TestReconPipelineIntegration wires all four together
TestReconPipelineIntegration
Phase 9 integration test + phase summary. Proves the four recon infra components compose correctly before Phases 10-16 start building sources on top, and documents completion for roadmap tracking.
Purpose: Final safety net for the phase. Catches cross-component bugs (e.g., limiter deadlock, dedup hash collision, robots TTL leak) that unit tests on individual files miss.
Output: pkg/recon/integration_test.go, .planning/phases/09-osint-infrastructure/09-PHASE-SUMMARY.md
@.planning/phases/09-osint-infrastructure/09-CONTEXT.md
@.planning/phases/09-osint-infrastructure/09-01-SUMMARY.md
@.planning/phases/09-osint-infrastructure/09-02-SUMMARY.md
@.planning/phases/09-osint-infrastructure/09-03-SUMMARY.md
@.planning/phases/09-osint-infrastructure/09-04-SUMMARY.md
@.planning/phases/09-osint-infrastructure/09-05-SUMMARY.md
Task 1: End-to-end integration test
pkg/recon/integration_test.go
- Define a local TestSource struct (in the _test.go file) that:
- Name() returns "test"
- RateLimit() returns rate.Limit(100), Burst() returns 10
- RespectsRobots() returns false
- Enabled returns true
- Sweep emits 5 Findings, 2 of which are exact duplicates (same provider+masked+source)

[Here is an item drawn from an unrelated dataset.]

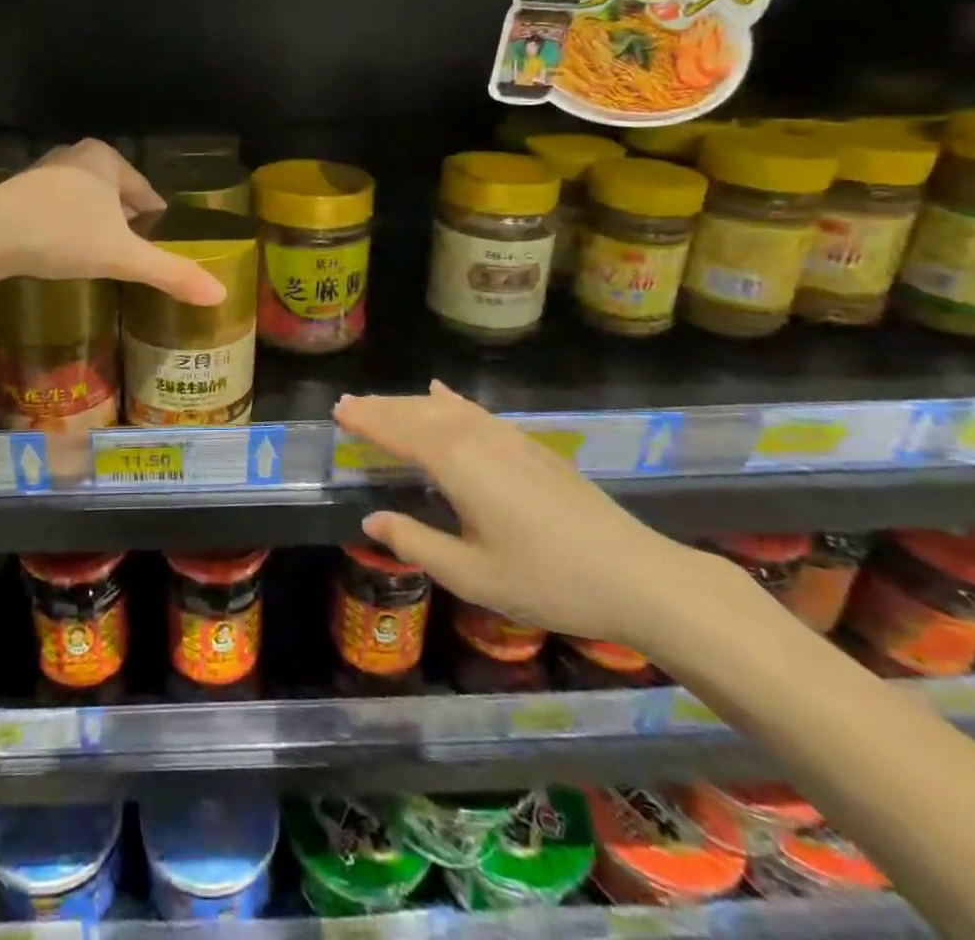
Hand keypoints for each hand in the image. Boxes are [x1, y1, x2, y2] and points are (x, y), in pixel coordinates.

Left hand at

- TestReconPipelineIntegration:
- Construct Engine, Register TestSource
- Construct LimiterRegistry and call Wait("test", 100, 10, true) once to verify jitter path does not panic
- Call Engine.SweepAll(ctx, Config{Stealth: true})
- Assert len(findings) == 5 (raw), len(Dedup(findings)) == 4 (after dedup)
- Assert every finding has SourceType starting with "recon:"
- TestRobotsOnlyWhenRespectsRobots:
- Create two sources: webSource (RespectsRobots true) and apiSource (RespectsRobots false)
- Verify that a RobotsCache call path is only exercised for webSource (use a counter via a shim: the test can simulate this by manually invoking RobotsCache.Allowed for webSource before calling webSource.Sweep, and asserting apiSource path skips it)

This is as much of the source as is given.